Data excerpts
+ + + + +

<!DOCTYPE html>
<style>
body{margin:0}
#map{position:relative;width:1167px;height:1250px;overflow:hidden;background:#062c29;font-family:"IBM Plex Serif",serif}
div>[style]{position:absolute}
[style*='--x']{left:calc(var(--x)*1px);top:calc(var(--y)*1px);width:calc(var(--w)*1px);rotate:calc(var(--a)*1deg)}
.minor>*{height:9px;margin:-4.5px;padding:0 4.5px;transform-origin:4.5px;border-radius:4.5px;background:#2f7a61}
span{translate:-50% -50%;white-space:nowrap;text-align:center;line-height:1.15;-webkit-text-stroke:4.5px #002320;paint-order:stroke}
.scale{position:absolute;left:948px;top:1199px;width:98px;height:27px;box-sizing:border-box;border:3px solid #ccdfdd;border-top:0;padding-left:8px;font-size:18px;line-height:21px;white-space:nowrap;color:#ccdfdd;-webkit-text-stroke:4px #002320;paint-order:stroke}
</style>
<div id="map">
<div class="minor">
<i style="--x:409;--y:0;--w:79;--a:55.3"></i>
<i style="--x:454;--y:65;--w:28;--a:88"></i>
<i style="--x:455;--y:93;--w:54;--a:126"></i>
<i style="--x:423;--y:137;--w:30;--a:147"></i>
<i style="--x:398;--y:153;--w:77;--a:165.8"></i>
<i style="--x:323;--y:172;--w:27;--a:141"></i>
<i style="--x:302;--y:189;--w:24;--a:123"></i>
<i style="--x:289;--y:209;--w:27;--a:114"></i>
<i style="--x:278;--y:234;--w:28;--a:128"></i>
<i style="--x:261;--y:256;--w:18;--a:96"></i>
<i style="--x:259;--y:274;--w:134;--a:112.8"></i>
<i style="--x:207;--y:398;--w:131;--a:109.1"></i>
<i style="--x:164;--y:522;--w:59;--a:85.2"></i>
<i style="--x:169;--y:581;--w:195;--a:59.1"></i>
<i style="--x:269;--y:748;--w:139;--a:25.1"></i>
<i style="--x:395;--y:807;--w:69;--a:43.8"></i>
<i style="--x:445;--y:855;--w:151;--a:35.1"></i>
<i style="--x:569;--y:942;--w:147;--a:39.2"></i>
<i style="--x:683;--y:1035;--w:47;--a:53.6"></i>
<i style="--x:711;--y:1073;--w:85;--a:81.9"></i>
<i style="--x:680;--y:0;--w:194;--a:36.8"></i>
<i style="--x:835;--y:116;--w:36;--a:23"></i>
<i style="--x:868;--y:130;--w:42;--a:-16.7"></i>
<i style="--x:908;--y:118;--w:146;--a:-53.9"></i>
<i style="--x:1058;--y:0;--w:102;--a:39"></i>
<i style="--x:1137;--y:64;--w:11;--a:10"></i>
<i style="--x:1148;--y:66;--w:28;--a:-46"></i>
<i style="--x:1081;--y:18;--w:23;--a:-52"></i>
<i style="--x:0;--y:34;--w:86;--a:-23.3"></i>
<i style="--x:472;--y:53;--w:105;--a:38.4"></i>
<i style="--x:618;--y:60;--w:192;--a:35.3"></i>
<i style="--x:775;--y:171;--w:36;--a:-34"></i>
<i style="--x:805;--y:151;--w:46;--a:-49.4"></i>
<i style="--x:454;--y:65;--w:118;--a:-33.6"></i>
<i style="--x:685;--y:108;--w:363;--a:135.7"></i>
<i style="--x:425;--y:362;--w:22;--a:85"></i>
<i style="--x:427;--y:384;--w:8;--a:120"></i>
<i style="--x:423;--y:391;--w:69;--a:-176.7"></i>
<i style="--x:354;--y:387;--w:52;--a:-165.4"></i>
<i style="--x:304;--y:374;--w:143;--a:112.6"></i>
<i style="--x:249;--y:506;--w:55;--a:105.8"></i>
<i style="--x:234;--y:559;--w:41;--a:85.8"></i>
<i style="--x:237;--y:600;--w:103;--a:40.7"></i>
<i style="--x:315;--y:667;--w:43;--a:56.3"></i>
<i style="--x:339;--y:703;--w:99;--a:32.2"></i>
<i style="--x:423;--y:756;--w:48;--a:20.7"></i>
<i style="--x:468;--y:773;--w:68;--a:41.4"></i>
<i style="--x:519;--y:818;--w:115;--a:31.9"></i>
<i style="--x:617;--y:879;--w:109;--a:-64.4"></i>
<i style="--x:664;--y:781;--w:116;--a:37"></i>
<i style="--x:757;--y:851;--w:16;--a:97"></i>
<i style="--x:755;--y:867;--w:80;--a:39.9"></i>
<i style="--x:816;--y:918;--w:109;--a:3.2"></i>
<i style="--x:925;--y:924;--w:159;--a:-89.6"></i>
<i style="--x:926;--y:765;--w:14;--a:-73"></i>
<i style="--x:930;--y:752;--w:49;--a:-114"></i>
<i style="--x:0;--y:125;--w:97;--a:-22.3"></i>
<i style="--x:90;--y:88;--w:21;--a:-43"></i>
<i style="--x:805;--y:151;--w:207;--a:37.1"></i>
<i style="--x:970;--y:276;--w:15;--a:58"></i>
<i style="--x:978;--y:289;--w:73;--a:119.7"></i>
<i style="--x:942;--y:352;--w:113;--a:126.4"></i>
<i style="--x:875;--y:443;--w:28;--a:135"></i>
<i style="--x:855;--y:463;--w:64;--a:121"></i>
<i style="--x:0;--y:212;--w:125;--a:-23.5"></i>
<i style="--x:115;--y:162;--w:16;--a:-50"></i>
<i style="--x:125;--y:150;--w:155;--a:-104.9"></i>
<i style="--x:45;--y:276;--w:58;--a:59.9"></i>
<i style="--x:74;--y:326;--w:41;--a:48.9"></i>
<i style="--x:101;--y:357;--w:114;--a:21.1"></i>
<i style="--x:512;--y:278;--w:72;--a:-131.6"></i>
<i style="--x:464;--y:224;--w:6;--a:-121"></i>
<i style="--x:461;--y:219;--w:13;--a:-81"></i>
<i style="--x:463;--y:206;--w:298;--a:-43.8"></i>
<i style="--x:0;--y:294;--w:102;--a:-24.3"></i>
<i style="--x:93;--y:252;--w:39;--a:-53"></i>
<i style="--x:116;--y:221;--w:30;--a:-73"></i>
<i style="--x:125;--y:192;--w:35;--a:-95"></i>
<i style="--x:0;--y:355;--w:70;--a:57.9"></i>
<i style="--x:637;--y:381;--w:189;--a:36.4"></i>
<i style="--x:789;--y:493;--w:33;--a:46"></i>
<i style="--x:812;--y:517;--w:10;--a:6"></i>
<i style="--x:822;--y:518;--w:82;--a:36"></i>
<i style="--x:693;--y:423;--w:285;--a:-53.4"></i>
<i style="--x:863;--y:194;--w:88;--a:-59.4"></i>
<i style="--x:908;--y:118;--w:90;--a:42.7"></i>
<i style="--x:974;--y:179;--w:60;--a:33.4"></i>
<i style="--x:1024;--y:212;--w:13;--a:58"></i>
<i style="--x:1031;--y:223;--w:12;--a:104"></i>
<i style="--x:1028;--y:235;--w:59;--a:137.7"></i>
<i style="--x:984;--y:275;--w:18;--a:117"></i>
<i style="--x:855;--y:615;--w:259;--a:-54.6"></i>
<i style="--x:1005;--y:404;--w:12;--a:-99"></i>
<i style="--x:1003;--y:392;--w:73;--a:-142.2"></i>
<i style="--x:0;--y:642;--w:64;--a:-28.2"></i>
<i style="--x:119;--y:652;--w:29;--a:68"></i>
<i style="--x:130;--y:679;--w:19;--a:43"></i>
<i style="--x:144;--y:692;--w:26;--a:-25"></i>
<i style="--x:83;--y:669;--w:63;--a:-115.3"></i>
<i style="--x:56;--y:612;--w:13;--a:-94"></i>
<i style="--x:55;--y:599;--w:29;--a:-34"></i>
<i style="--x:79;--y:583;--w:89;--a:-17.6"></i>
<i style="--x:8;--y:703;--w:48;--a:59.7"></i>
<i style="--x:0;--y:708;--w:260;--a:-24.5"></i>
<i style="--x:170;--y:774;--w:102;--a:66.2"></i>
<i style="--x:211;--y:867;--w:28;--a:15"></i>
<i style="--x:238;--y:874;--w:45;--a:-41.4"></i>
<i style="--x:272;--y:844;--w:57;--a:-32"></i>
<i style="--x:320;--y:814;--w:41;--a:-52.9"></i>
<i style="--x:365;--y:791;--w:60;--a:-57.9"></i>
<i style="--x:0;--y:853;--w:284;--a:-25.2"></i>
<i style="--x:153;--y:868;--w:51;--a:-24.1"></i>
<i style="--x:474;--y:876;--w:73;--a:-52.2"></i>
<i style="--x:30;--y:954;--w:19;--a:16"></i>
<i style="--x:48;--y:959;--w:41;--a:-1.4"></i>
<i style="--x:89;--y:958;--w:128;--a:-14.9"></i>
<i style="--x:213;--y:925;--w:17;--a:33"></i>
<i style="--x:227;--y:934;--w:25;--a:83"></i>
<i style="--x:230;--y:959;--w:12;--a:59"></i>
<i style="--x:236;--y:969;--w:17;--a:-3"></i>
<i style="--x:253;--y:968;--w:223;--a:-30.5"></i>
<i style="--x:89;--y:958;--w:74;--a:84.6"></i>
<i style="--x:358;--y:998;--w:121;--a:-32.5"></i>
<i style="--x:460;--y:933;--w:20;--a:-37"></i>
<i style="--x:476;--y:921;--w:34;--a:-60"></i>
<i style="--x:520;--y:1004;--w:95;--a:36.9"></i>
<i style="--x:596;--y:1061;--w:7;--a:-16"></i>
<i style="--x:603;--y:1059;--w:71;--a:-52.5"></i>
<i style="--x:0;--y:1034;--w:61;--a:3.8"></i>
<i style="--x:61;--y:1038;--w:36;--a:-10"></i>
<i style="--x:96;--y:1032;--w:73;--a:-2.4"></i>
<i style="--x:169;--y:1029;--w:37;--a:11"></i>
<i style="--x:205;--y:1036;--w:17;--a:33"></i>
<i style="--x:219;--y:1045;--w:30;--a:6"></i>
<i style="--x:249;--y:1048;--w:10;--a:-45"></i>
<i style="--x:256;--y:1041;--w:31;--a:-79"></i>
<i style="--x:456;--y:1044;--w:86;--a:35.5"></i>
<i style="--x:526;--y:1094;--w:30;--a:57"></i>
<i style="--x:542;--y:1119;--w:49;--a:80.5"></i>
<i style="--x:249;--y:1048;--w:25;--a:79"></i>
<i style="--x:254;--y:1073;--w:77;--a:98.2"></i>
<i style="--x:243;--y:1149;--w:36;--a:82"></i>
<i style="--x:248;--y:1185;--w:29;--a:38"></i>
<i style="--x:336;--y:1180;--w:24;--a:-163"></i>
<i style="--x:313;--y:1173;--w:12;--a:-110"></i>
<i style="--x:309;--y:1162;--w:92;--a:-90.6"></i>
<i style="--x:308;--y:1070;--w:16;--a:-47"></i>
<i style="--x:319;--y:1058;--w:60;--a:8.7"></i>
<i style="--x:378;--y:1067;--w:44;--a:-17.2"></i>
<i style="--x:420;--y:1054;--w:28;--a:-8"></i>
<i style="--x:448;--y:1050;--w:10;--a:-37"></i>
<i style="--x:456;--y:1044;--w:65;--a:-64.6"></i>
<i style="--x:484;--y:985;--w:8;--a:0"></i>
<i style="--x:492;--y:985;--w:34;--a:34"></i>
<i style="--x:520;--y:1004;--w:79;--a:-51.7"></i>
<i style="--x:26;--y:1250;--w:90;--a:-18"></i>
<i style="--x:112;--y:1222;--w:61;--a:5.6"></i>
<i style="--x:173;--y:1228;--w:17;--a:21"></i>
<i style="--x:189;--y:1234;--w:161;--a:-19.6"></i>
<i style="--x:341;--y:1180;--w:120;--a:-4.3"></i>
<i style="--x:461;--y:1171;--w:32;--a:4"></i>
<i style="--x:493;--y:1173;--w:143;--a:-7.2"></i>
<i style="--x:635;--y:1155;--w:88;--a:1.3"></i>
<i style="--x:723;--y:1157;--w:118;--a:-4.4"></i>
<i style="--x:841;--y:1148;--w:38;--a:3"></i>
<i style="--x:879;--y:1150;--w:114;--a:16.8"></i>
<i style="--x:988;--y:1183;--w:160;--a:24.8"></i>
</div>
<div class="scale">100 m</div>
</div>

+ + + + +

Work to complete
Pick out, from the lines above, every one that contains the string "width".

Response
#map{position:relative;width:1167px;height:1250px;overflow:hidden;background:#062c29;font-family:"IBM Plex Serif",serif}
[style*='--x']{left:calc(var(--x)*1px);top:calc(var(--y)*1px);width:calc(var(--w)*1px);rotate:calc(var(--a)*1deg)}
.scale{position:absolute;left:948px;top:1199px;width:98px;height:27px;box-sizing:border-box;border:3px solid #ccdfdd;border-top:0;padding-left:8px;font-size:18px;line-height:21px;white-space:nowrap;color:#ccdfdd;-webkit-text-stroke:4px #002320;paint-order:stroke}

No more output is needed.